Jack siguió intentando enviar mensajes y usar habilidades y hechizos. Ninguno funcionaba.

«¿Cómo me han hecho esto?», le preguntó Jack a Peniel en su mente.

«Hay varias posibilidades. Lo más probable es que posean un artefacto único, el Maleficio de Restricción de Poder. Impide que cualquiera dentro de un área determinada pueda usar habilidades o hechizos activos. ¿Ves que ellos tampoco usan ninguna habilidad o hechizo?».

«¡Tienes razón!». Como no podía lanzar hechizos, Jack había cambiado su báculo mágico por una segunda espada. Se había estado moviendo y enfrentando a las multitudes usando solo sus artes marciales.

«Con razón veo tan pocos usuarios de magia en la multitud», se dio cuenta Jack. El propio Cicatriz se había retirado al fondo de la multitud. Jack también entendió ahora por qué solo usaban jugadores aquí. Los soldados nativos sin habilidades solo sirven para tanquear debido a sus altos HP. Para esta lucha, Cicatriz necesitaba jugadores con experiencia marcial, que seguían siendo letales incluso con solo ataques normales. Esta pelea se había convertido en una trifulca a la antigua, sin habilidades ni hechizos.

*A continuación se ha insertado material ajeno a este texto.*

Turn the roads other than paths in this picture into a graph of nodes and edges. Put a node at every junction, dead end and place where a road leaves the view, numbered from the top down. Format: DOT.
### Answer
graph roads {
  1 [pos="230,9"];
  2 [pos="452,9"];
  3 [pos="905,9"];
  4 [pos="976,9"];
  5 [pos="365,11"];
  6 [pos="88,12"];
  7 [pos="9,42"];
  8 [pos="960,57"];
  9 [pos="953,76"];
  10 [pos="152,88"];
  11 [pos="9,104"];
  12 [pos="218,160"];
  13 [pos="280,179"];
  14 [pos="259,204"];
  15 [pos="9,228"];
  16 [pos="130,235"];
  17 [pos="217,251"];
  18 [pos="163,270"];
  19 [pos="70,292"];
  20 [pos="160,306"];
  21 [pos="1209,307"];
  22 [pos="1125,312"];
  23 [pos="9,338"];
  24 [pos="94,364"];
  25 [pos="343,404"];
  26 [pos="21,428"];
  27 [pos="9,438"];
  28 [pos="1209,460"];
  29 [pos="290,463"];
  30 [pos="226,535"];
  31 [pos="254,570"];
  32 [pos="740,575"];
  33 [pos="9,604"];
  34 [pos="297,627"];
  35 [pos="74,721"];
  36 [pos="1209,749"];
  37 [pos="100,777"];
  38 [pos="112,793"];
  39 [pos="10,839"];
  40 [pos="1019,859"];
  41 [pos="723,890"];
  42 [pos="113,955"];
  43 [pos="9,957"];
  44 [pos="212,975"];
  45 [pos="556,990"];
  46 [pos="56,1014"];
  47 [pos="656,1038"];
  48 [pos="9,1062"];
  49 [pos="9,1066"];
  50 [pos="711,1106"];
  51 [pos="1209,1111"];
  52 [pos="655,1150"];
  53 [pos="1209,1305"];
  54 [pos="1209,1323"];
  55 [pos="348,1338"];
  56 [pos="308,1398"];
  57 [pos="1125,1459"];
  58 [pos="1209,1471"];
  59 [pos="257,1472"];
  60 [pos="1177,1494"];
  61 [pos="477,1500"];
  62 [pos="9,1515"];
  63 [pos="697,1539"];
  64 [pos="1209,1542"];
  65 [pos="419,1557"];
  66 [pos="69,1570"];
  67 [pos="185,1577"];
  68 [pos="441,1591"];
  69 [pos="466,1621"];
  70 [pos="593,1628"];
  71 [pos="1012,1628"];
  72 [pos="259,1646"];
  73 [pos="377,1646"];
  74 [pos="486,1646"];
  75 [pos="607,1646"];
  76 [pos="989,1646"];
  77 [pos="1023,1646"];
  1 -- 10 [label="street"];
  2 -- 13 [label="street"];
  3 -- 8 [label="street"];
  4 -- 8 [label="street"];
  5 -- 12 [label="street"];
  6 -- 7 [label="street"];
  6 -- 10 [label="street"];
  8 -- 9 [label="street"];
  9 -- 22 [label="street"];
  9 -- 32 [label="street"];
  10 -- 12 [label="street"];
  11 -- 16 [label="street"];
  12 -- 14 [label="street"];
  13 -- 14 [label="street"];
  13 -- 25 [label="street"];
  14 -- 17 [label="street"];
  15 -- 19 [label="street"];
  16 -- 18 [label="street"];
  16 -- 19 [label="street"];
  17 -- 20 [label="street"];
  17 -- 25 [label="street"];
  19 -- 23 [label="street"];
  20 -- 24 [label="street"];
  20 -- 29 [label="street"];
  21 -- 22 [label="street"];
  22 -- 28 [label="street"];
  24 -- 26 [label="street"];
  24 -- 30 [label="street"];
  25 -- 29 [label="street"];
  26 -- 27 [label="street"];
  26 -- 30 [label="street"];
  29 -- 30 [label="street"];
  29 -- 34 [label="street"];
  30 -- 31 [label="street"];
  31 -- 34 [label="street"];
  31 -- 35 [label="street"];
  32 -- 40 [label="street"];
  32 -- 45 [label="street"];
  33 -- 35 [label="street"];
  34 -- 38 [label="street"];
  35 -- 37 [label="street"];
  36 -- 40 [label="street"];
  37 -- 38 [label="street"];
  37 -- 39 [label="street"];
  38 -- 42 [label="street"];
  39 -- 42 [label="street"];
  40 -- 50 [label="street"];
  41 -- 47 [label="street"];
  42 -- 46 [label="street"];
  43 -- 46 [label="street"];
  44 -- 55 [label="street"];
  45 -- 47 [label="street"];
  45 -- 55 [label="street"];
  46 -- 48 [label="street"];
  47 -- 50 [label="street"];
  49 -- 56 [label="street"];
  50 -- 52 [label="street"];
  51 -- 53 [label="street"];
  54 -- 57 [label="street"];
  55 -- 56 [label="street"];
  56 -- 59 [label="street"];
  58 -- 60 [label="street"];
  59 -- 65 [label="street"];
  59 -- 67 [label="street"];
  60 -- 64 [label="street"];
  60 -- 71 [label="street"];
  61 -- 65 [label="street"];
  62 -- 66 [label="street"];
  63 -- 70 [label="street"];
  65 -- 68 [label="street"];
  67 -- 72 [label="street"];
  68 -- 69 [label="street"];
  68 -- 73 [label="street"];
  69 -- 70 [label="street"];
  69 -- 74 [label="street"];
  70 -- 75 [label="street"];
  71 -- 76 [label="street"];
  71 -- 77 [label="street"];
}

Los atributos de las tres clases de Jack todavía superaban a los de todos, lo que le permitía competir a pesar de estar tan superado en número. Pero la incapacidad de usar habilidades le había quitado gran parte de su ventaja. Muchos de sus oponentes eran artistas marciales decentes, y varios de ellos de primera clase. Jack no podía seguir así.

«¿Tampoco puedes usar tus hechizos de curación?», le preguntó Jack a Peniel.

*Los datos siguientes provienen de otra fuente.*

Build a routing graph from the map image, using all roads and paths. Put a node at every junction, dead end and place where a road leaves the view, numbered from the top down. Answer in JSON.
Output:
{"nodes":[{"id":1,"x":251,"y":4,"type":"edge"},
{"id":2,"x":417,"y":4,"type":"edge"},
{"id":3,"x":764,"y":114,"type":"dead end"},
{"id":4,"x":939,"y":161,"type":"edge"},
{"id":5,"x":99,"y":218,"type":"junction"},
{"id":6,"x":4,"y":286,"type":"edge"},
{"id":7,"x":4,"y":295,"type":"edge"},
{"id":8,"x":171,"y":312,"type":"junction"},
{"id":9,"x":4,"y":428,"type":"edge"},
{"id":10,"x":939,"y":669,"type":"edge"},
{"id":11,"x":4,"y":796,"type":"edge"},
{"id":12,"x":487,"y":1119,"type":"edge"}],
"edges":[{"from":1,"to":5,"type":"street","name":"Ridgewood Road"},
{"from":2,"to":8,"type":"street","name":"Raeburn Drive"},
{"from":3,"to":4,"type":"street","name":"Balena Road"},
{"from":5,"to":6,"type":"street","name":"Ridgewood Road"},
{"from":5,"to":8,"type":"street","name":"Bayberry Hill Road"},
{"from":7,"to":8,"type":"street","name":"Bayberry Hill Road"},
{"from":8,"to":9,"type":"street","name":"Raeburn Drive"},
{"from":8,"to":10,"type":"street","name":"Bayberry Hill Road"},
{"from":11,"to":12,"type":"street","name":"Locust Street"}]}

«No puedo», respondió ella.

«¡Maldita sea, joder! ¿Cómo consiguieron este artefacto tan poderoso? Podrían haberlo usado contra mí en la batalla de ayer».

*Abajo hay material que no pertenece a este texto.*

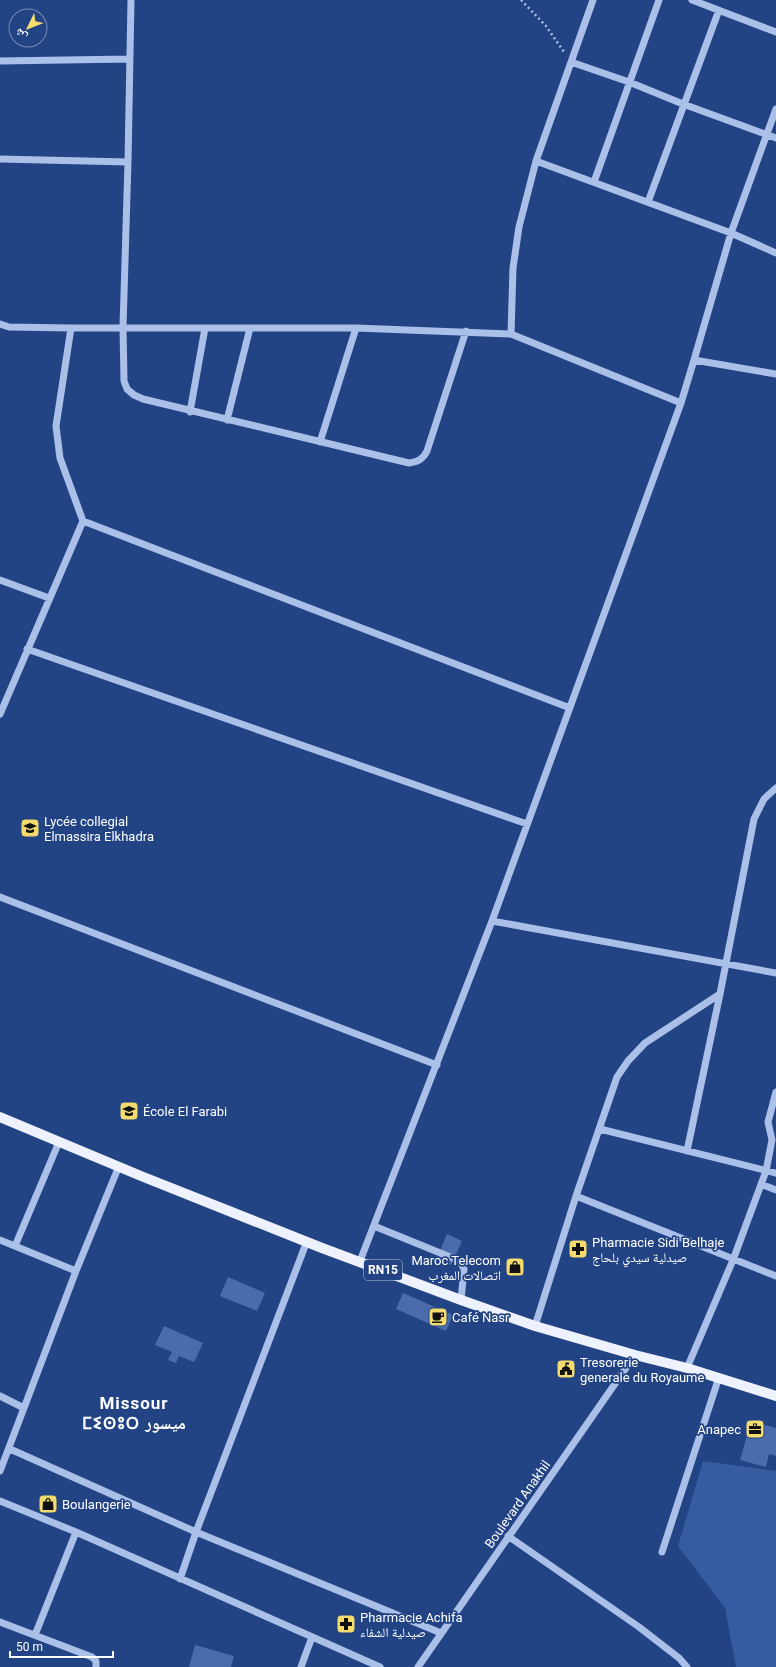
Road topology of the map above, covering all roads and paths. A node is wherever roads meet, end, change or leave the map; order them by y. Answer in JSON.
{"nodes":[{"id":1,"x":131,"y":0,"type":"edge"},
{"id":2,"x":521,"y":0,"type":"edge"},
{"id":3,"x":593,"y":0,"type":"edge"},
{"id":4,"x":659,"y":0,"type":"edge"},
{"id":5,"x":692,"y":0,"type":"edge"},
{"id":6,"x":719,"y":10,"type":"junction"},
{"id":7,"x":776,"y":32,"type":"edge"},
{"id":8,"x":129,"y":59,"type":"junction"},
{"id":9,"x":0,"y":61,"type":"edge"},
{"id":10,"x":571,"y":62,"type":"junction"},
{"id":11,"x":629,"y":82,"type":"junction"},
{"id":12,"x":683,"y":104,"type":"junction"},
{"id":13,"x":776,"y":109,"type":"edge"},
{"id":14,"x":766,"y":134,"type":"junction"},
{"id":15,"x":776,"y":138,"type":"edge"},
{"id":16,"x":0,"y":158,"type":"edge"},
{"id":17,"x":536,"y":161,"type":"junction"},
{"id":18,"x":128,"y":162,"type":"junction"},
{"id":19,"x":594,"y":182,"type":"junction"},
{"id":20,"x":648,"y":202,"type":"junction"},
{"id":21,"x":731,"y":233,"type":"junction"},
{"id":22,"x":776,"y":253,"type":"edge"},
{"id":23,"x":0,"y":324,"type":"edge"},
{"id":24,"x":123,"y":327,"type":"junction"},
{"id":25,"x":72,"y":328,"type":"junction"},
{"id":26,"x":205,"y":328,"type":"junction"},
{"id":27,"x":250,"y":328,"type":"junction"},
{"id":28,"x":356,"y":328,"type":"junction"},
{"id":29,"x":466,"y":332,"type":"junction"},
{"id":30,"x":510,"y":334,"type":"junction"},
{"id":31,"x":694,"y":360,"type":"junction"},
{"id":32,"x":776,"y":374,"type":"edge"},
{"id":33,"x":681,"y":403,"type":"junction"},
{"id":34,"x":190,"y":412,"type":"junction"},
{"id":35,"x":227,"y":420,"type":"junction"},
{"id":36,"x":320,"y":442,"type":"junction"},
{"id":37,"x":83,"y":521,"type":"junction"},
{"id":38,"x":0,"y":580,"type":"edge"},
{"id":39,"x":49,"y":598,"type":"junction"},
{"id":40,"x":27,"y":649,"type":"junction"},
{"id":41,"x":570,"y":708,"type":"junction"},
{"id":42,"x":0,"y":714,"type":"edge"},
{"id":43,"x":776,"y":788,"type":"edge"},
{"id":44,"x":527,"y":824,"type":"junction"},
{"id":45,"x":0,"y":897,"type":"edge"},
{"id":46,"x":492,"y":921,"type":"junction"},
{"id":47,"x":727,"y":963,"type":"junction"},
{"id":48,"x":776,"y":973,"type":"edge"},
{"id":49,"x":720,"y":994,"type":"junction"},
{"id":50,"x":437,"y":1065,"type":"junction"},
{"id":51,"x":776,"y":1092,"type":"edge"},
{"id":52,"x":0,"y":1117,"type":"edge"},
{"id":53,"x":600,"y":1129,"type":"junction"},
{"id":54,"x":59,"y":1142,"type":"junction"},
{"id":55,"x":687,"y":1151,"type":"junction"},
{"id":56,"x":119,"y":1166,"type":"junction"},
{"id":57,"x":766,"y":1171,"type":"junction"},
{"id":58,"x":776,"y":1172,"type":"edge"},
{"id":59,"x":761,"y":1184,"type":"junction"},
{"id":60,"x":776,"y":1190,"type":"edge"},
{"id":61,"x":576,"y":1196,"type":"junction"},
{"id":62,"x":374,"y":1226,"type":"junction"},
{"id":63,"x":0,"y":1240,"type":"edge"},
{"id":64,"x":308,"y":1241,"type":"junction"},
{"id":65,"x":15,"y":1246,"type":"junction"},
{"id":66,"x":733,"y":1260,"type":"junction"},
{"id":67,"x":360,"y":1262,"type":"junction"},
{"id":68,"x":76,"y":1271,"type":"junction"},
{"id":69,"x":776,"y":1276,"type":"edge"},
{"id":70,"x":460,"y":1300,"type":"junction"},
{"id":71,"x":535,"y":1326,"type":"junction"},
{"id":72,"x":635,"y":1355,"type":"junction"},
{"id":73,"x":687,"y":1368,"type":"junction"},
{"id":74,"x":719,"y":1377,"type":"junction"},
{"id":75,"x":0,"y":1396,"type":"edge"},
{"id":76,"x":776,"y":1396,"type":"edge"},
{"id":77,"x":24,"y":1408,"type":"junction"},
{"id":78,"x":10,"y":1449,"type":"junction"},
{"id":79,"x":0,"y":1472,"type":"edge"},
{"id":80,"x":0,"y":1501,"type":"edge"},
{"id":81,"x":76,"y":1532,"type":"junction"},
{"id":82,"x":196,"y":1532,"type":"junction"},
{"id":83,"x":508,"y":1536,"type":"junction"},
{"id":84,"x":662,"y":1552,"type":"dead end"},
{"id":85,"x":180,"y":1579,"type":"junction"},
{"id":86,"x":0,"y":1622,"type":"edge"},
{"id":87,"x":441,"y":1633,"type":"junction"},
{"id":88,"x":35,"y":1635,"type":"junction"},
{"id":89,"x":312,"y":1637,"type":"junction"},
{"id":90,"x":96,"y":1667,"type":"edge"},
{"id":91,"x":301,"y":1667,"type":"edge"},
{"id":92,"x":380,"y":1667,"type":"edge"},
{"id":93,"x":418,"y":1667,"type":"edge"},
{"id":94,"x":687,"y":1667,"type":"edge"}],
"edges":[{"from":1,"to":8,"type":"street"},
{"from":2,"to":10,"type":"path"},
{"from":3,"to":10,"type":"street"},
{"from":4,"to":11,"type":"street"},
{"from":5,"to":6,"type":"street"},
{"from":6,"to":7,"type":"street"},
{"from":6,"to":12,"type":"street"},
{"from":8,"to":9,"type":"street"},
{"from":8,"to":18,"type":"street"},
{"from":10,"to":11,"type":"street"},
{"from":10,"to":17,"type":"street"},
{"from":11,"to":12,"type":"street"},
{"from":11,"to":19,"type":"street"},
{"from":12,"to":14,"type":"street"},
{"from":12,"to":20,"type":"street"},
{"from":13,"to":14,"type":"street"},
{"from":14,"to":15,"type":"street"},
{"from":14,"to":21,"type":"street"},
{"from":16,"to":18,"type":"street"},
{"from":17,"to":19,"type":"street"},
{"from":17,"to":30,"type":"street"},
{"from":18,"to":24,"type":"street"},
{"from":19,"to":20,"type":"street"},
{"from":20,"to":21,"type":"street"},
{"from":21,"to":22,"type":"street"},
{"from":21,"to":31,"type":"street"},
{"from":23,"to":25,"type":"street"},
{"from":24,"to":25,"type":"street"},
{"from":24,"to":26,"type":"street"},
{"from":24,"to":34,"type":"street"},
{"from":25,"to":37,"type":"street"},
{"from":26,"to":27,"type":"street"},
{"from":26,"to":34,"type":"street"},
{"from":27,"to":28,"type":"street"},
{"from":27,"to":35,"type":"street"},
{"from":28,"to":29,"type":"street"},
{"from":28,"to":36,"type":"street"},
{"from":29,"to":30,"type":"street"},
{"from":29,"to":36,"type":"street"},
{"from":30,"to":33,"type":"street"},
{"from":31,"to":32,"type":"street"},
{"from":31,"to":33,"type":"street"},
{"from":33,"to":41,"type":"street"},
{"from":34,"to":35,"type":"street"},
{"from":35,"to":36,"type":"street"},
{"from":37,"to":39,"type":"street"},
{"from":37,"to":41,"type":"street"},
{"from":38,"to":39,"type":"street"},
{"from":39,"to":40,"type":"street"},
{"from":40,"to":42,"type":"street"},
{"from":40,"to":44,"type":"street"},
{"from":41,"to":44,"type":"street"},
{"from":43,"to":47,"type":"street"},
{"from":44,"to":46,"type":"street"},
{"from":45,"to":50,"type":"street"},
{"from":46,"to":47,"type":"street"},
{"from":46,"to":50,"type":"street"},
{"from":47,"to":48,"type":"street"},
{"from":47,"to":49,"type":"street"},
{"from":49,"to":53,"type":"street"},
{"from":49,"to":55,"type":"street"},
{"from":50,"to":62,"type":"street"},
{"from":51,"to":57,"type":"street"},
{"from":52,"to":54,"type":"main road","number":"RN15"},
{"from":53,"to":55,"type":"street"},
{"from":53,"to":61,"type":"street"},
{"from":54,"to":56,"type":"main road","number":"RN15"},
{"from":54,"to":65,"type":"street"},
{"from":55,"to":57,"type":"street"},
{"from":56,"to":64,"type":"main road","number":"RN15"},
{"from":56,"to":68,"type":"street"},
{"from":57,"to":58,"type":"street"},
{"from":57,"to":59,"type":"street"},
{"from":59,"to":60,"type":"street"},
{"from":59,"to":66,"type":"street"},
{"from":61,"to":66,"type":"street"},
{"from":61,"to":71,"type":"street"},
{"from":62,"to":67,"type":"street"},
{"from":62,"to":70,"type":"street"},
{"from":63,"to":65,"type":"street"},
{"from":64,"to":67,"type":"main road","number":"RN15"},
{"from":64,"to":82,"type":"street"},
{"from":65,"to":68,"type":"street"},
{"from":66,"to":69,"type":"street"},
{"from":66,"to":73,"type":"street"},
{"from":67,"to":70,"type":"main road","number":"RN15"},
{"from":68,"to":77,"type":"street"},
{"from":70,"to":71,"type":"main road","number":"RN15"},
{"from":71,"to":72,"type":"main road","number":"RN15"},
{"from":72,"to":73,"type":"main road","number":"RN15"},
{"from":72,"to":83,"type":"street","name":"Boulevard Anakhil"},
{"from":73,"to":74,"type":"main road","number":"RN15"},
{"from":74,"to":76,"type":"main road","number":"RN15"},
{"from":74,"to":84,"type":"street"},
{"from":75,"to":77,"type":"street"},
{"from":77,"to":78,"type":"street"},
{"from":78,"to":79,"type":"street"},
{"from":78,"to":82,"type":"street"},
{"from":80,"to":81,"type":"street"},
{"from":81,"to":85,"type":"street"},
{"from":81,"to":88,"type":"street"},
{"from":82,"to":85,"type":"street"},
{"from":82,"to":87,"type":"street"},
{"from":83,"to":87,"type":"street","name":"Boulevard Anakhil"},
{"from":83,"to":94,"type":"street"},
{"from":85,"to":89,"type":"street"},
{"from":86,"to":88,"type":"street"},
{"from":87,"to":93,"type":"street","name":"Boulevard Anakhil"},
{"from":88,"to":90,"type":"street"},
{"from":89,"to":91,"type":"street"},
{"from":89,"to":92,"type":"street"}]}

«No pueden. Este artefacto requiere una hora para cargarse antes de activar su efecto. Tampoco se puede mover durante la carga y la activación. Así que tuvieron que asegurarse de que su objetivo estuviera en el lugar donde querían que estuviera».

«Ya veo… Una herramienta así no sería práctica en una guerra a menos que juegues a la defensiva. ¡Maldición! ¡Por eso me hicieron esperar y me trajeron a este almacén! ¡Hijos de puta! ¡Caí de lleno en su trampa!», maldijo Jack. «¿Puedo detener el efecto del artefacto si lo destruyo?».

«No puedes destruirlo, pero su represión se detendrá si lo golpeas. Sin embargo, no creo que lo hayan colocado en esta habitación. El artefacto era bastante grande. Deberíamos poder verlo si estuviera aquí. Lo más probable es que esté colocado fuera; su área de efecto puede cubrir todo este almacén a pesar de estar en el exterior».

Al no ver ninguna opción para anular el efecto del artefacto, Jack continuó acuchillando y repeliendo a todos los atacantes que se le acercaban. Aunque no podía usar habilidades activas, sus habilidades pasivas seguían activas. Su Guantelete de Poder Duro aumentaba el efecto de retroceso en cada ataque. Con su ya poderosa estadística de fuerza, casi todos los oponentes salían despedidos incluso cuando no usaba el Golpe de Llama. Esto impedía que los oponentes pudieran abrumarlo por completo a pesar de su superioridad numérica.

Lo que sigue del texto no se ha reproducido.